Three Common Approaches to Interface Testing

During my projects, I’ve experimented with these three methods:

  1. Manual QA: Hiring testers to manually check every page. This is too slow, expensive, and doesn’t scale as the project grows.
  2. Snapshot Testing (with Jest): Saving the HTML structure of the component. However, identical HTML doesn’t mean identical rendering. Simply changing a color code in CSS changes the UI, but the HTML remains the same.
  3. Visual Regression Testing: Taking a screenshot of the interface as a baseline. The system compares this image with the new version after code changes. If there is even a 0.1% pixel deviation, you get an immediate alert.

After many trials, the duo of Playwright and Percy has become the “perfect match” for modern React applications.

The Power of the Playwright + Percy Duo

Playwright acts as an automated “driver” for the browser. Meanwhile, Percy is a professional “photographer” in the cloud. Percy doesn’t just take photos; it handles storage, comparison, and management of snapshots between builds.

Step 1: Install Libraries

First, install the necessary packages into your React project (Vite, Next.js, or CRA):

npm install --save-dev @playwright/test @percy/cli @percy/playwright

Then, initialize the Playwright configuration if you haven’t already:

npx playwright install

Step 2: Write the Test Script

Instead of writing complex image comparison code, you just need to call the percySnapshot function. Create a file tests/visual.spec.ts with the following content:

import { test } from '@playwright/test';
import percySnapshot from '@percy/playwright';

test.describe('Visual Regression Testing', () => {
  test('Homepage displays correctly according to design', async ({ page }) => {
    await page.goto('http://localhost:3000');
    
    // Wait for data or animations to complete
    await page.waitForLoadState('networkidle');

    // Take a snapshot and send it to Percy cloud
    await percySnapshot(page, 'Homepage - Desktop');
  });

  test('Product page displays correctly', async ({ page }) => {
    await page.goto('http://localhost:3000/products');
    await percySnapshot(page, 'Product List');
  });
});

Step 3: Configure the Percy Token

You need to create a free account at percy.io to get a PERCY_TOKEN. This token identifies your project on Percy’s servers.

# Linux/macOS
export PERCY_TOKEN=your_token_here

# Windows (PowerShell)
$env:PERCY_TOKEN = "your_token_here"

Step 4: Run Tests and View Results

To run the tests, wrap the Playwright command within the Percy command:

npx percy exec -- npx playwright test

Once finished, Percy will provide a dashboard link. There, any changed areas will be highlighted in bright red. If it’s an intentional change (e.g., changing a button color according to a new design), just click “Approve”. If it’s an accidental error, you’ll know exactly where you broke it before the customer ever sees it.

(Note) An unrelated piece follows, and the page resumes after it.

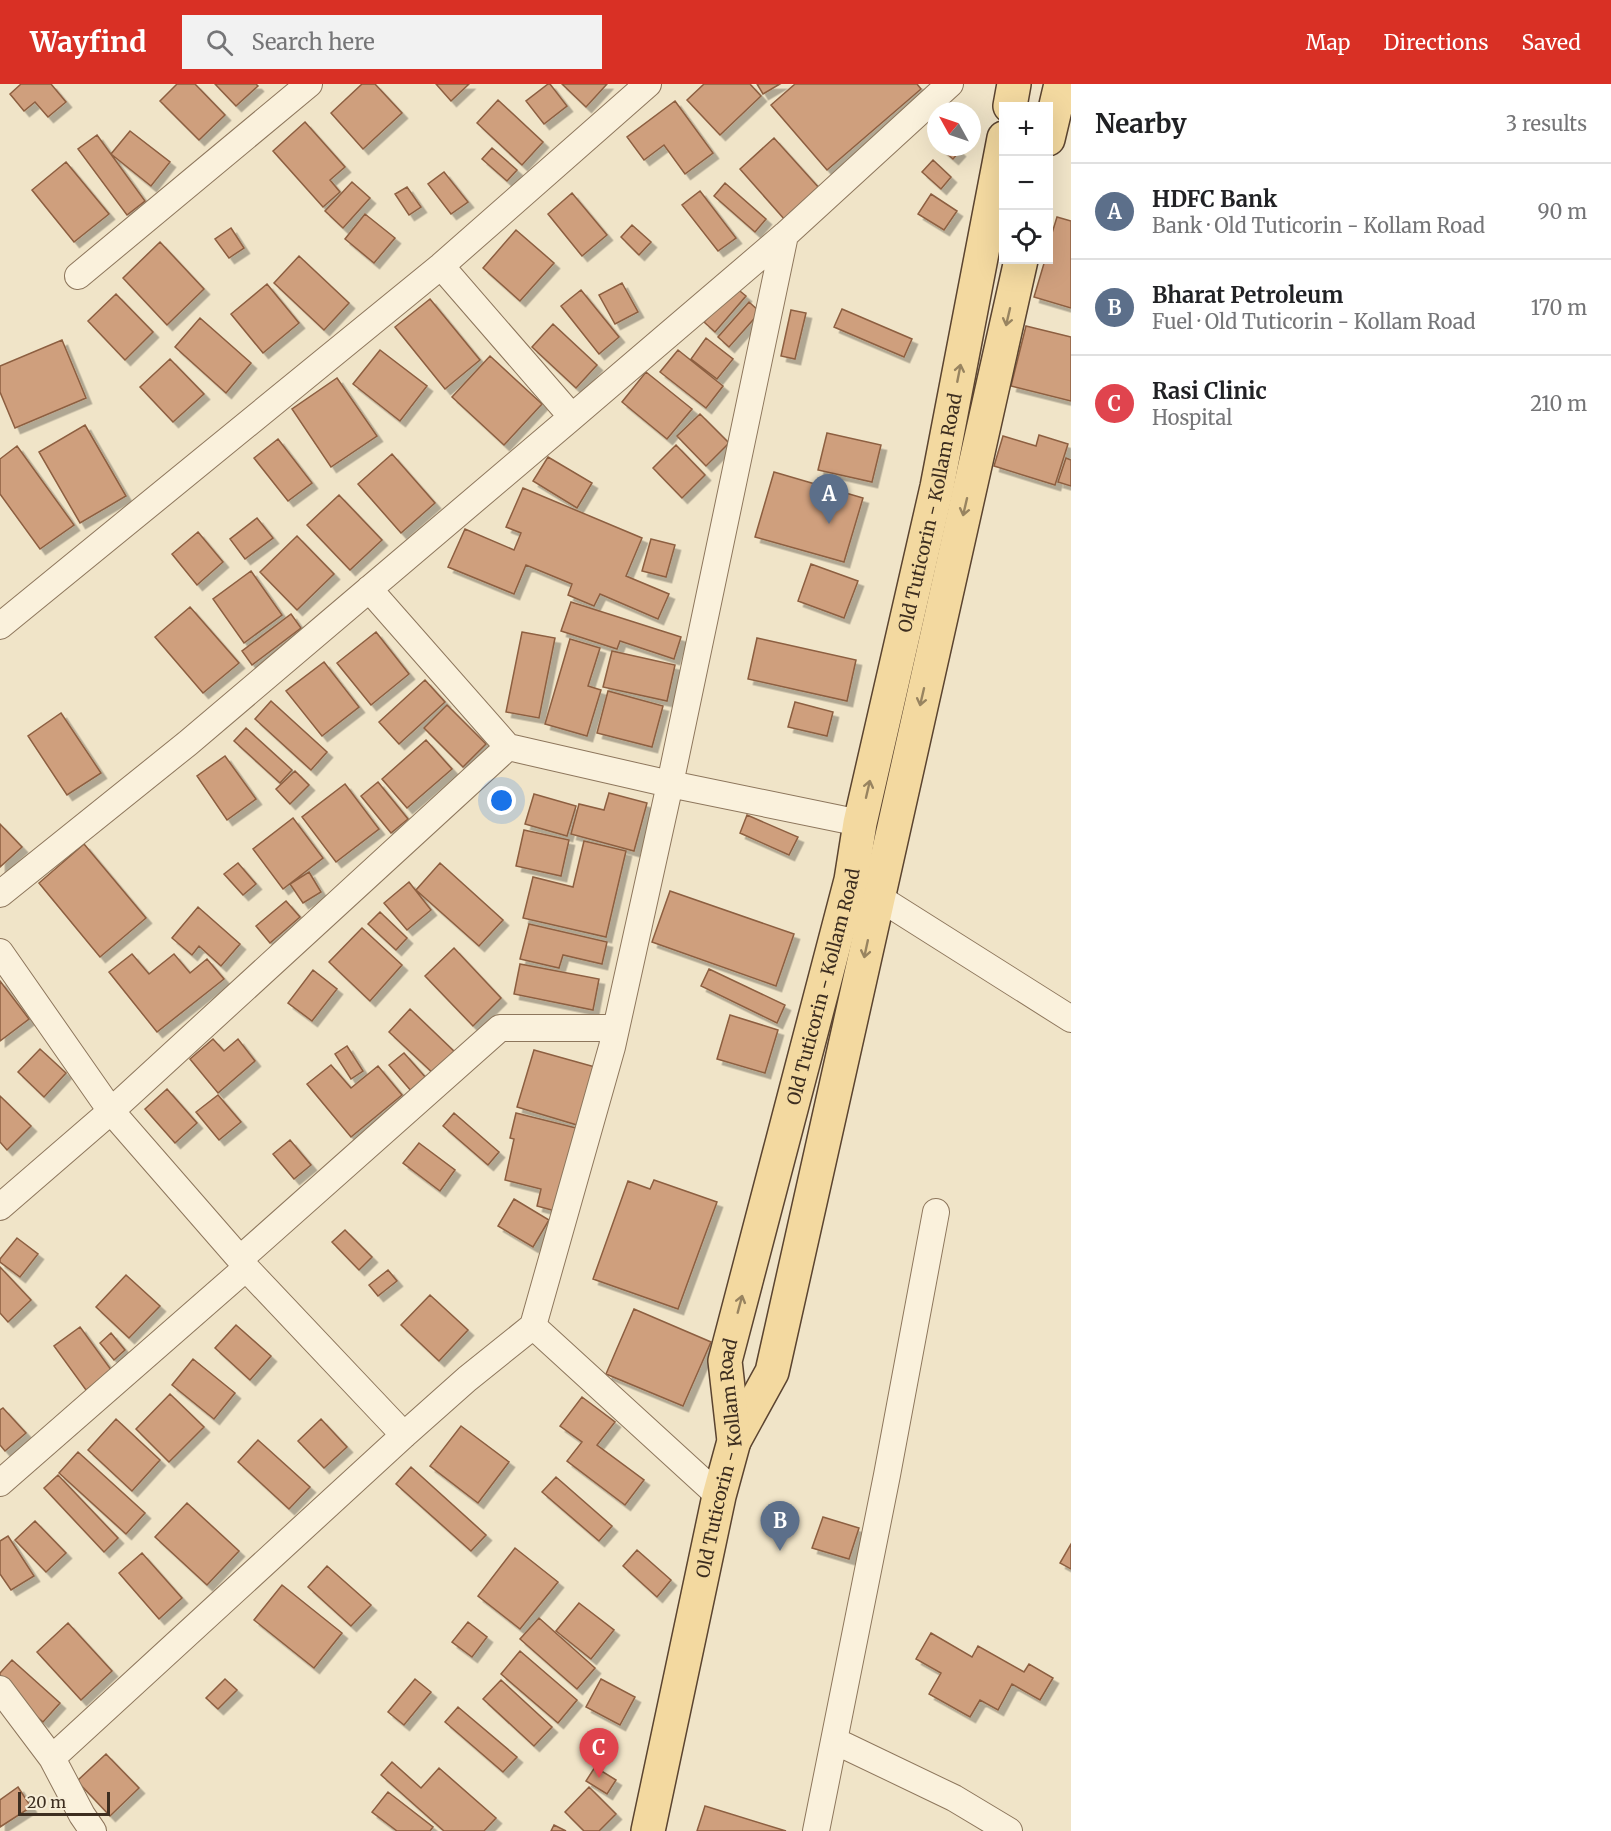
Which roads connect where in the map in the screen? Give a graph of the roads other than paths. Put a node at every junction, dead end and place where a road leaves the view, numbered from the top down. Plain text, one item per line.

Real-world Experience to Avoid “False Alarms”

When applying this to real projects, you’ll encounter failing tests even when the UI isn’t broken (flaky tests). Here is how to handle them:

1. Handling Dynamic Data

If the website displays the current date and time, Percy will report errors constantly because the time always changes. Use percyCSS to hide these elements when taking the snapshot:

await percySnapshot(page, 'Dashboard', {
  percyCSS: '.current-date { visibility: hidden; }'
});

2. Disabling Animations

Moving effects often make snapshots unstable. You should turn off all animations in the test environment for the most accurate comparison results.

3. Leveraging CI/CD

Don’t just run tests locally. Integrate Percy into GitHub Actions. Every time a Pull Request is opened, Percy will automatically check and comment the results on the PR. This approach gives the team great peace of mind during code reviews because every UI deviation is exposed.

Conclusion

Investing in Visual Testing is the best way to protect your sleep before every major deployment. It shortens UI review time and completely eliminates silly layout breakage. If you are developing applications that require high precision in user experience, try applying Playwright and Percy today.